### WHAT IS BEING ASKED
Say how many lines in the records hold the word "Suipacha", and give nothing but that number.

### DATA TO EXAMINE

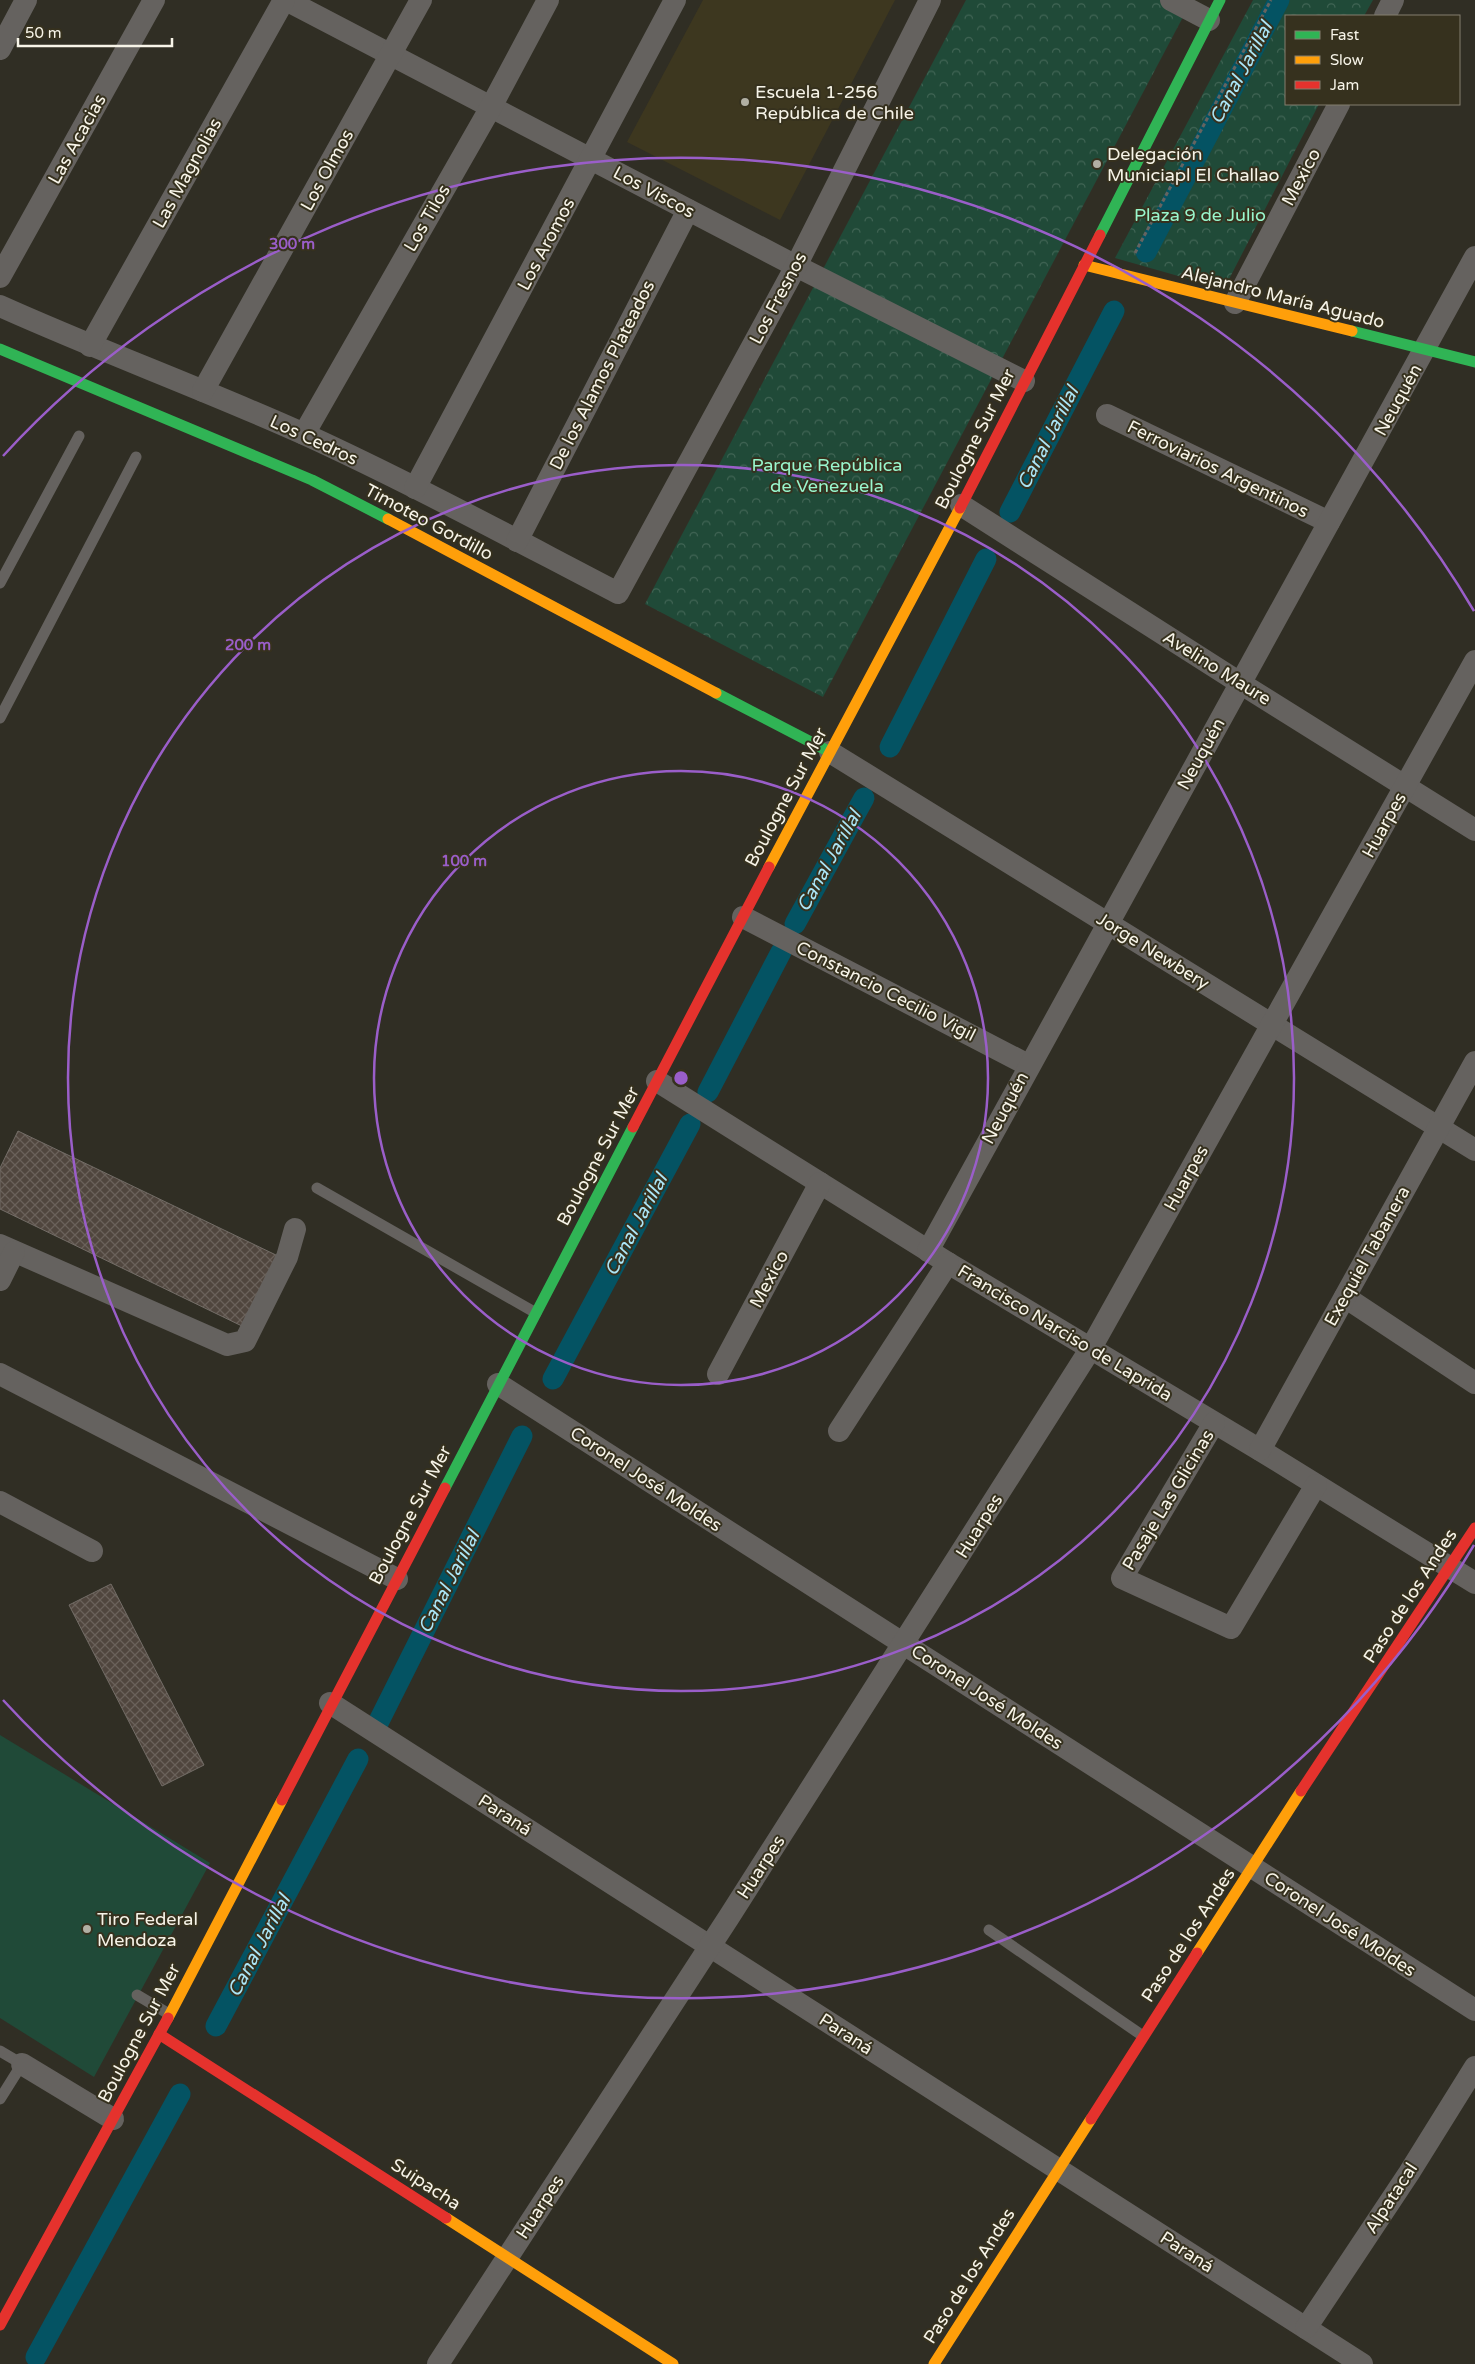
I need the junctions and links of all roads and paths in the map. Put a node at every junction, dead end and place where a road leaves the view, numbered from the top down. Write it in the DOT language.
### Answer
graph roads {
  1 [pos="26,0"];
  2 [pos="154,0"];
  3 [pos="285,0"];
  4 [pos="421,0"];
  5 [pos="548,0"];
  6 [pos="675,0"];
  7 [pos="930,0"];
  8 [pos="1171,0"];
  9 [pos="1220,0"];
  10 [pos="1271,0"];
  11 [pos="1393,0"];
  12 [pos="1386,15"];
  13 [pos="1209,20"];
  14 [pos="0,49"];
  15 [pos="392,55"];
  16 [pos="1338,105"];
  17 [pos="491,107"];
  18 [pos="591,159"];
  19 [pos="688,210"];
  20 [pos="1127,251"];
  21 [pos="1475,257"];
  22 [pos="1084,265"];
  23 [pos="796,266"];
  24 [pos="0,277"];
  25 [pos="1235,303"];
  26 [pos="0,306"];
  27 [pos="90,346"];
  28 [pos="0,349"];
  29 [pos="1425,350"];
  30 [pos="1475,362"];
  31 [pos="1024,381"];
  32 [pos="203,391"];
  33 [pos="1107,415"];
  34 [pos="304,434"];
  35 [pos="79,436"];
  36 [pos="136,457"];
  37 [pos="416,488"];
  38 [pos="961,505"];
  39 [pos="1329,522"];
  40 [pos="517,541"];
  41 [pos="0,583"];
  42 [pos="618,593"];
  43 [pos="1475,661"];
  44 [pos="1240,683"];
  45 [pos="0,718"];
  46 [pos="830,752"];
  47 [pos="1405,786"];
  48 [pos="1475,830"];
  49 [pos="743,917"];
  50 [pos="1107,922"];
  51 [pos="1272,1025"];
  52 [pos="1475,1062"];
  53 [pos="1028,1065"];
  54 [pos="657,1081"];
  55 [pos="1439,1128"];
  56 [pos="1475,1150"];
  57 [pos="820,1183"];
  58 [pos="317,1188"];
  59 [pos="295,1229"];
  60 [pos="7,1249"];
  61 [pos="928,1251"];
  62 [pos="948,1263"];
  63 [pos="0,1280"];
  64 [pos="1345,1297"];
  65 [pos="536,1313"];
  66 [pos="1091,1348"];
  67 [pos="0,1374"];
  68 [pos="718,1374"];
  69 [pos="1475,1383"];
  70 [pos="498,1384"];
  71 [pos="1214,1422"];
  72 [pos="839,1431"];
  73 [pos="1260,1450"];
  74 [pos="1316,1485"];
  75 [pos="0,1502"];
  76 [pos="1475,1528"];
  77 [pos="92,1552"];
  78 [pos="1450,1568"];
  79 [pos="397,1579"];
  80 [pos="1475,1583"];
  81 [pos="904,1644"];
  82 [pos="330,1703"];
  83 [pos="1252,1867"];
  84 [pos="989,1930"];
  85 [pos="709,1946"];
  86 [pos="137,1995"];
  87 [pos="1475,2010"];
  88 [pos="169,2014"];
  89 [pos="159,2034"];
  90 [pos="1143,2036"];
  91 [pos="0,2051"];
  92 [pos="22,2064"];
  93 [pos="1475,2067"];
  94 [pos="0,2098"];
  95 [pos="113,2119"];
  96 [pos="1058,2169"];
  97 [pos="507,2258"];
  98 [pos="0,2325"];
  99 [pos="1306,2328"];
  100 [pos="438,2364"];
  101 [pos="673,2364"];
  102 [pos="934,2364"];
  103 [pos="1362,2364"];
  1 -- 14 [label="street"];
  2 -- 24 [label="street, Las Acacias"];
  3 -- 15 [label="street, Los Viscos"];
  3 -- 27 [label="street, Las Magnolias"];
  4 -- 15 [label="street, Los Olmos"];
  5 -- 17 [label="street, Los Tilos"];
  6 -- 18 [label="street, Los Aromos"];
  7 -- 23 [label="street, Los Fresnos"];
  8 -- 13 [label="street"];
  9 -- 13 [label="street, Boulogne Sur Mer"];
  10 -- 20 [label="path"];
  11 -- 12 [label="street"];
  13 -- 22 [label="street, Boulogne Sur Mer"];
  15 -- 17 [label="street, Los Viscos"];
  15 -- 32 [label="street, Los Olmos"];
  16 -- 25 [label="street, Mexico"];
  17 -- 18 [label="street, Los Viscos"];
  17 -- 34 [label="street, Los Tilos"];
  18 -- 19 [label="street, Los Viscos"];
  18 -- 37 [label="street, Los Aromos"];
  19 -- 23 [label="street, Los Viscos"];
  19 -- 40 [label="street, De los Alamos Plateados"];
  21 -- 29 [label="street, Neuquén"];
  22 -- 25 [label="street, Alejandro María Aguado"];
  22 -- 31 [label="street, Boulogne Sur Mer"];
  23 -- 31 [label="street, Los Viscos"];
  23 -- 42 [label="street, Los Fresnos"];
  25 -- 29 [label="street, Alejandro María Aguado"];
  26 -- 27 [label="street, Los Cedros"];
  27 -- 32 [label="street, Los Cedros"];
  28 -- 46 [label="street, Timoteo Gordillo"];
  29 -- 30 [label="street, Alejandro María Aguado"];
  29 -- 39 [label="street, Neuquén"];
  31 -- 38 [label="street, Boulogne Sur Mer"];
  32 -- 34 [label="street, Los Cedros"];
  33 -- 39 [label="street, Ferroviarios Argentinos"];
  34 -- 37 [label="street, Los Cedros"];
  35 -- 41 [label="lane"];
  36 -- 45 [label="lane"];
  37 -- 40 [label="street, Los Cedros"];
  38 -- 44 [label="street, Avelino Maure"];
  38 -- 46 [label="street, Boulogne Sur Mer"];
  39 -- 44 [label="street, Neuquén"];
  40 -- 42 [label="street, Los Cedros"];
  43 -- 47 [label="street, Huarpes"];
  44 -- 47 [label="street, Avelino Maure"];
  44 -- 50 [label="street, Neuquén"];
  46 -- 49 [label="street, Boulogne Sur Mer"];
  46 -- 50 [label="street, Jorge Newbery"];
  47 -- 48 [label="street, Avelino Maure"];
  47 -- 51 [label="street, Huarpes"];
  49 -- 53 [label="street, Constancio Cecilio Vigil"];
  49 -- 54 [label="street, Boulogne Sur Mer"];
  50 -- 51 [label="street, Jorge Newbery"];
  50 -- 53 [label="street, Neuquén"];
  51 -- 55 [label="street, Jorge Newbery"];
  51 -- 66 [label="street, Huarpes"];
  52 -- 55 [label="street, Exequiel Tabanera"];
  53 -- 61 [label="street, Neuquén"];
  54 -- 57 [label="street, Francisco Narciso de Laprida"];
  54 -- 65 [label="street, Boulogne Sur Mer"];
  55 -- 56 [label="street, Jorge Newbery"];
  55 -- 64 [label="street, Exequiel Tabanera"];
  57 -- 61 [label="street, Francisco Narciso de Laprida"];
  57 -- 68 [label="street, Mexico"];
  58 -- 65 [label="lane"];
  59 -- 60 [label="street"];
  60 -- 63 [label="street"];
  61 -- 62 [label="street, Francisco Narciso de Laprida"];
  62 -- 66 [label="street, Francisco Narciso de Laprida"];
  62 -- 72 [label="street"];
  64 -- 69 [label="street"];
  64 -- 73 [label="street, Exequiel Tabanera"];
  65 -- 70 [label="street, Boulogne Sur Mer"];
  66 -- 71 [label="street, Francisco Narciso de Laprida"];
  66 -- 81 [label="street, Huarpes"];
  67 -- 79 [label="street"];
  70 -- 79 [label="street, Boulogne Sur Mer"];
  70 -- 81 [label="street, Coronel José Moldes"];
  71 -- 73 [label="street, Francisco Narciso de Laprida"];
  71 -- 74 [label="street, Pasaje Las Glicinas"];
  73 -- 74 [label="street, Francisco Narciso de Laprida"];
  74 -- 78 [label="street, Francisco Narciso de Laprida"];
  75 -- 77 [label="street"];
  76 -- 78 [label="street, Paso de los Andes"];
  78 -- 80 [label="street, Francisco Narciso de Laprida"];
  78 -- 83 [label="street, Paso de los Andes"];
  79 -- 82 [label="street, Boulogne Sur Mer"];
  81 -- 83 [label="street, Coronel José Moldes"];
  81 -- 85 [label="street, Huarpes"];
  82 -- 85 [label="street, Paraná"];
  82 -- 88 [label="street, Boulogne Sur Mer"];
  83 -- 87 [label="street, Coronel José Moldes"];
  83 -- 90 [label="street, Paso de los Andes"];
  84 -- 90 [label="lane"];
  85 -- 96 [label="street, Paraná"];
  85 -- 97 [label="street, Huarpes"];
  86 -- 88 [label="lane"];
  88 -- 89 [label="street, Boulogne Sur Mer"];
  89 -- 95 [label="street, Boulogne Sur Mer"];
  89 -- 97 [label="street, Suipacha"];
  90 -- 96 [label="street, Paso de los Andes"];
  91 -- 92 [label="lane"];
  92 -- 94 [label="lane"];
  92 -- 95 [label="street"];
  93 -- 99 [label="street, Alpatacal"];
  95 -- 98 [label="street, Boulogne Sur Mer"];
  96 -- 99 [label="street, Paraná"];
  96 -- 102 [label="street, Paso de los Andes"];
  97 -- 100 [label="street, Huarpes"];
  97 -- 101 [label="street, Suipacha"];
  99 -- 103 [label="street, Paraná"];
}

### EXERCISE ANSWER
2